Wie hat die erste Gerichtsinstanz den Fall bewertet?

Der Fall wurde zunächst vom Landgericht Gießen verhandelt. Dieses Gericht gab der klagenden Versicherung zu einem großen Teil recht. Es verurteilte den Fahrer des Wohnmobils und das Deutsche Büro Grüne Karte zur Zahlung von 80 % des Schadens.

Wie kam das Gericht zu dieser Einschätzung? Es stützte sich auf den sogenannten Anscheinsbeweis. Das ist eine juristische Faustregel, die in bestimmten, typischen Situationen gilt. Bei einem Auffahrunfall geht man normalerweise davon aus, dass derjenige, der aufgefahren ist, schuld ist. Man unterstellt, dass er entweder zu schnell war, zu wenig Abstand gehalten oder einfach nicht aufgepasst hat. Das Landgericht meinte, die Beklagten hätten diesen Anscheinsbeweis nicht erschüttern können. Dennoch gab es dem Fahrer des vorderen Wagens, Herrn A, eine Mitschuld von 20 %. Der Grund: Durch seinen abgebrochenen Spurwechsel habe er eine „unklare Verkehrslage“ geschaffen und damit zum Unfall beigetragen.

Warum waren die Beklagten mit dem ersten Urteil nicht einverstanden?

Der Fahrer des Wohnmobils und das Deutsche Büro Grüne Karte legten gegen dieses Urteil Berufung beim Oberlandesgericht Frankfurt ein. Sie hatten zwei Hauptargumente.

Erstens argumentierten sie, das Deutsche Büro Grüne Karte sei gar nicht der richtige Ansprechpartner. Sie behaupteten, das Grüne-Karte-System sei nur für Privatpersonen als Geschädigte da, nicht aber für Versicherungsgesellschaften, die sich ihr Geld zurückholen wollen.
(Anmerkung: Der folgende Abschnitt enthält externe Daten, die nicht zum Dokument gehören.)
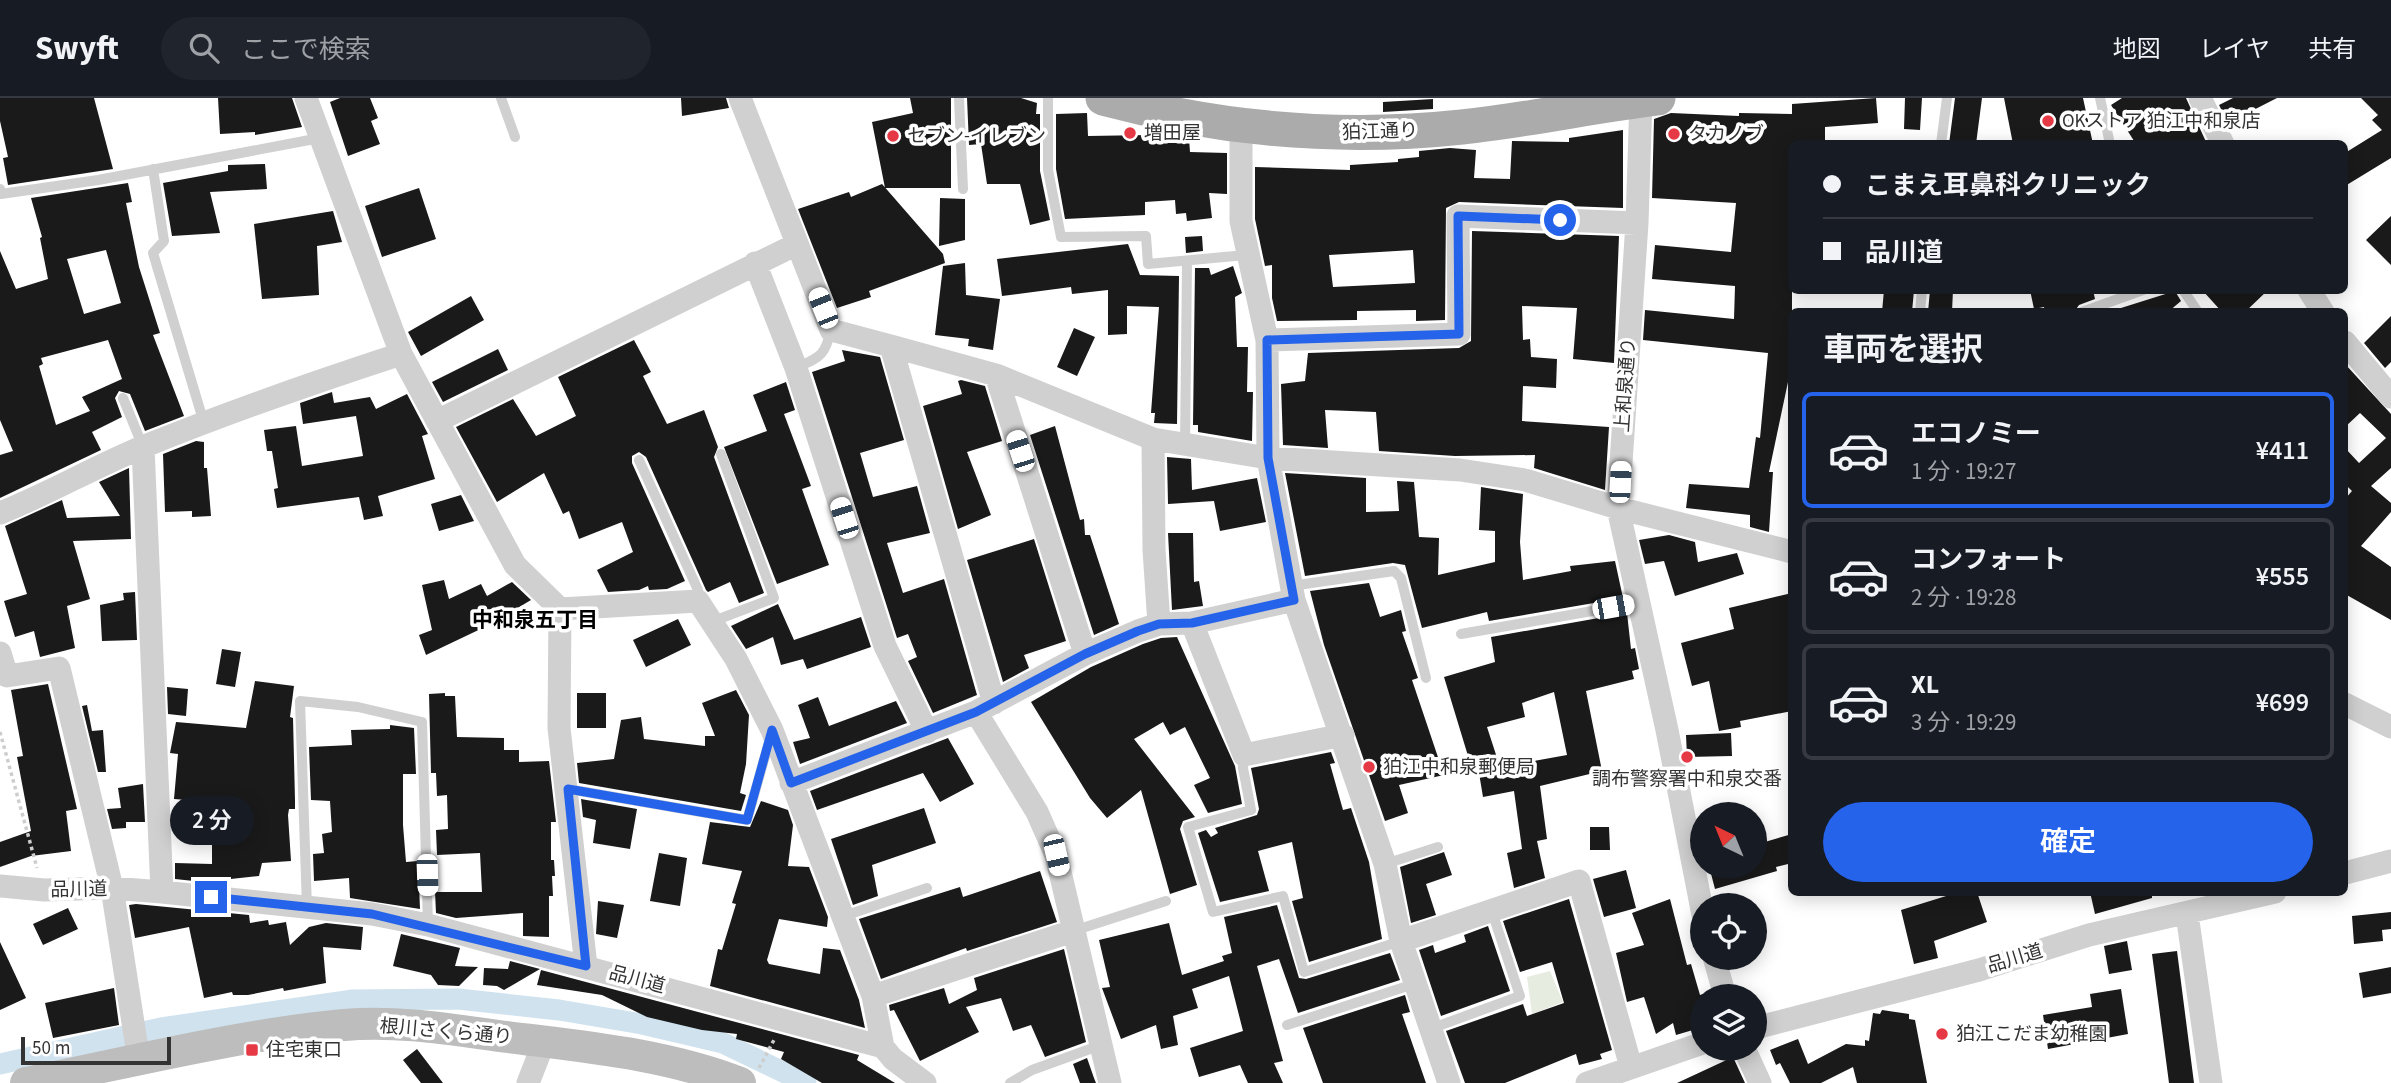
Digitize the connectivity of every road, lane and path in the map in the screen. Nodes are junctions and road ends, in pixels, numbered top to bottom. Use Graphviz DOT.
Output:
graph roads {
  1 [pos="306,98"];
  2 [pos="501,98"];
  3 [pos="740,98"];
  4 [pos="958,98"];
  5 [pos="1048,98"];
  6 [pos="1103,98"];
  7 [pos="1947,98"];
  8 [pos="2100,98"];
  9 [pos="2200,98"];
  10 [pos="1646,99"];
  11 [pos="1241,127"];
  12 [pos="515,137"];
  13 [pos="320,138"];
  14 [pos="1942,140"];
  15 [pos="2109,140"];
  16 [pos="2221,140"];
  17 [pos="153,169"];
  18 [pos="0,189"];
  19 [pos="963,189"];
  20 [pos="1637,223"];
  21 [pos="797,244"];
  22 [pos="1246,255"];
  23 [pos="755,263"];
  24 [pos="1187,263"];
  25 [pos="2132,294"];
  26 [pos="2093,308"];
  27 [pos="831,330"];
  28 [pos="1267,340"];
  29 [pos="891,346"];
  30 [pos="2348,346"];
  31 [pos="401,354"];
  32 [pos="796,368"];
  33 [pos="996,375"];
  34 [pos="2391,397"];
  35 [pos="123,398"];
  36 [pos="437,421"];
  37 [pos="204,423"];
  38 [pos="1153,439"];
  39 [pos="1185,444"];
  40 [pos="143,447"];
  41 [pos="721,454"];
  42 [pos="1268,458"];
  43 [pos="639,460"];
  44 [pos="1618,508"];
  45 [pos="0,513"];
  46 [pos="1788,551"];
  47 [pos="1293,593"];
  48 [pos="698,601"];
  49 [pos="1638,603"];
  50 [pos="560,609"];
  51 [pos="712,622"];
  52 [pos="1192,623"];
  53 [pos="1159,624"];
  54 [pos="1461,634"];
  55 [pos="0,653"];
  56 [pos="1085,654"];
  57 [pos="1426,678"];
  58 [pos="2348,706"];
  59 [pos="985,707"];
  60 [pos="2391,727"];
  61 [pos="772,730"];
  62 [pos="0,732"];
  63 [pos="927,732"];
  64 [pos="1343,735"];
  65 [pos="1244,755"];
  66 [pos="791,783"];
  67 [pos="568,789"];
  68 [pos="1438,847"];
  69 [pos="2391,860"];
  70 [pos="1385,864"];
  71 [pos="2348,872"];
  72 [pos="0,886"];
  73 [pos="112,888"];
  74 [pos="927,888"];
  75 [pos="44,890"];
  76 [pos="162,892"];
  77 [pos="1699,893"];
  78 [pos="2258,896"];
  79 [pos="1166,901"];
  80 [pos="307,908"];
  81 [pos="1492,912"];
  82 [pos="2187,914"];
  83 [pos="844,916"];
  84 [pos="428,925"];
  85 [pos="1073,931"];
  86 [pos="1401,941"];
  87 [pos="586,966"];
  88 [pos="1414,984"];
  89 [pos="873,996"];
  90 [pos="1287,1025"];
  91 [pos="1767,1025"];
  92 [pos="1430,1029"];
  93 [pos="544,1042"];
  94 [pos="1101,1045"];
  95 [pos="883,1047"];
  96 [pos="1690,1047"];
  97 [pos="767,1052"];
  98 [pos="138,1054"];
  99 [pos="1750,1061"];
  100 [pos="1631,1067"];
  101 [pos="90,1076"];
  102 [pos="749,1077"];
  103 [pos="1598,1081"];
  104 [pos="26,1083"];
  105 [pos="528,1083"];
  106 [pos="925,1083"];
  107 [pos="1010,1083"];
  108 [pos="1110,1083"];
  109 [pos="1449,1083"];
  110 [pos="1760,1083"];
  111 [pos="2211,1083"];
  1 -- 13 [label="street"];
  2 -- 12 [label="lane"];
  3 -- 21 [label="street"];
  4 -- 19 [label="lane"];
  5 -- 24 [label="lane"];
  6 -- 11 [label="main road, 狛江通り"];
  7 -- 14 [label="lane"];
  8 -- 15 [label="lane"];
  9 -- 16 [label="street"];
  10 -- 11 [label="main road, 狛江通り"];
  10 -- 20 [label="street, 上和泉通り"];
  11 -- 22 [label="street"];
  13 -- 17 [label="lane"];
  13 -- 31 [label="street"];
  17 -- 18 [label="lane"];
  17 -- 37 [label="lane"];
  20 -- 28 [label="street"];
  20 -- 44 [label="street, 上和泉通り"];
  21 -- 23 [label="street"];
  21 -- 27 [label="street"];
  22 -- 24 [label="lane"];
  22 -- 28 [label="street"];
  23 -- 32 [label="street"];
  23 -- 36 [label="street"];
  24 -- 39 [label="lane"];
  25 -- 26 [label="lane"];
  27 -- 29 [label="street"];
  27 -- 32 [label="lane"];
  28 -- 42 [label="street"];
  29 -- 33 [label="street"];
  29 -- 59 [label="street"];
  30 -- 34 [label="street"];
  31 -- 36 [label="street"];
  31 -- 37 [label="street"];
  32 -- 63 [label="street"];
  33 -- 38 [label="street"];
  33 -- 56 [label="street"];
  35 -- 40 [label="lane"];
  36 -- 50 [label="street"];
  37 -- 40 [label="street"];
  38 -- 39 [label="street"];
  38 -- 53 [label="street"];
  39 -- 42 [label="street"];
  40 -- 45 [label="street"];
  40 -- 76 [label="street"];
  41 -- 51 [label="lane"];
  42 -- 44 [label="street"];
  42 -- 47 [label="street"];
  43 -- 48 [label="lane"];
  44 -- 46 [label="street"];
  44 -- 49 [label="street, 上和泉通り"];
  47 -- 52 [label="street"];
  47 -- 57 [label="lane"];
  47 -- 64 [label="street"];
  48 -- 50 [label="street"];
  48 -- 51 [label="street"];
  49 -- 54 [label="lane"];
  49 -- 77 [label="street, 上和泉通り"];
  50 -- 67 [label="street"];
  51 -- 61 [label="street"];
  52 -- 53 [label="street"];
  52 -- 65 [label="street"];
  53 -- 56 [label="street"];
  55 -- 73 [label="street"];
  56 -- 59 [label="street"];
  58 -- 60 [label="street"];
  59 -- 63 [label="street"];
  59 -- 85 [label="street"];
  61 -- 66 [label="street"];
  61 -- 67 [label="lane"];
  62 -- 75 [label="path"];
  63 -- 66 [label="street"];
  64 -- 65 [label="street"];
  64 -- 70 [label="street"];
  65 -- 86 [label="lane"];
  66 -- 83 [label="street"];
  67 -- 87 [label="street"];
  68 -- 70 [label="lane"];
  69 -- 71 [label="street"];
  70 -- 86 [label="street"];
  72 -- 75 [label="street, 品川道"];
  73 -- 75 [label="street, 品川道"];
  73 -- 76 [label="street, 品川道"];
  73 -- 98 [label="street"];
  74 -- 83 [label="lane"];
  76 -- 80 [label="street, 品川道"];
  78 -- 82 [label="street, 品川道"];
  79 -- 85 [label="lane"];
  80 -- 84 [label="street, 品川道"];
  80 -- 84 [label="lane"];
  81 -- 86 [label="street"];
  81 -- 92 [label="lane"];
  81 -- 100 [label="street"];
  82 -- 91 [label="street, 品川道"];
  82 -- 111 [label="street"];
  83 -- 89 [label="street"];
  84 -- 87 [label="street, 品川道"];
  85 -- 89 [label="street"];
  85 -- 94 [label="street"];
  86 -- 88 [label="street"];
  87 -- 95 [label="street, 品川道"];
  88 -- 90 [label="lane"];
  88 -- 92 [label="street"];
  89 -- 95 [label="street"];
  92 -- 109 [label="street"];
  93 -- 98 [label="street, 根川さくら通り"];
  93 -- 102 [label="street, 根川さくら通り"];
  93 -- 105 [label="street"];
  94 -- 107 [label="lane"];
  94 -- 108 [label="street"];
  95 -- 106 [label="street, 品川道"];
  96 -- 100 [label="street"];
  97 -- 102 [label="path"];
  98 -- 101 [label="street, 根川さくら通り"];
  99 -- 110 [label="street"];
  100 -- 103 [label="street"];
  101 -- 104 [label="street, 根川さくら通り"];
}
Zweitens hielten sie die Verteilung der Schuld für falsch. Ihrer Meinung nach war der Unfallhergang so ungewöhnlich, dass der Anscheinsbeweis gegen den Auffahrenden hier gar nicht gelten könne. Der „Schlenker“ von Herrn A – also der abgebrochene Spurwechsel direkt vor dem Bremsmanöver – sei so unvorhersehbar gewesen, dass man dem Fahrer des Wohnmobils keine 80-prozentige Schuld anlasten könne. Sie warfen dem ersten Gericht zudem vor, es hätte den Unfall genauer untersuchen und zum Beispiel ein Gutachten einholen müssen.

Wie hat das Oberlandesgericht Frankfurt die Schuldfrage neu bewertet?

Das Oberlandesgericht in Frankfurt sah den Fall anders als die erste Instanz und änderte das Urteil grundlegend. Es kam zu dem Schluss, dass beide Fahrer zu gleichen Teilen für den Unfall verantwortlich sind. Die Haftung wurde daher auf 50:50 festgelegt.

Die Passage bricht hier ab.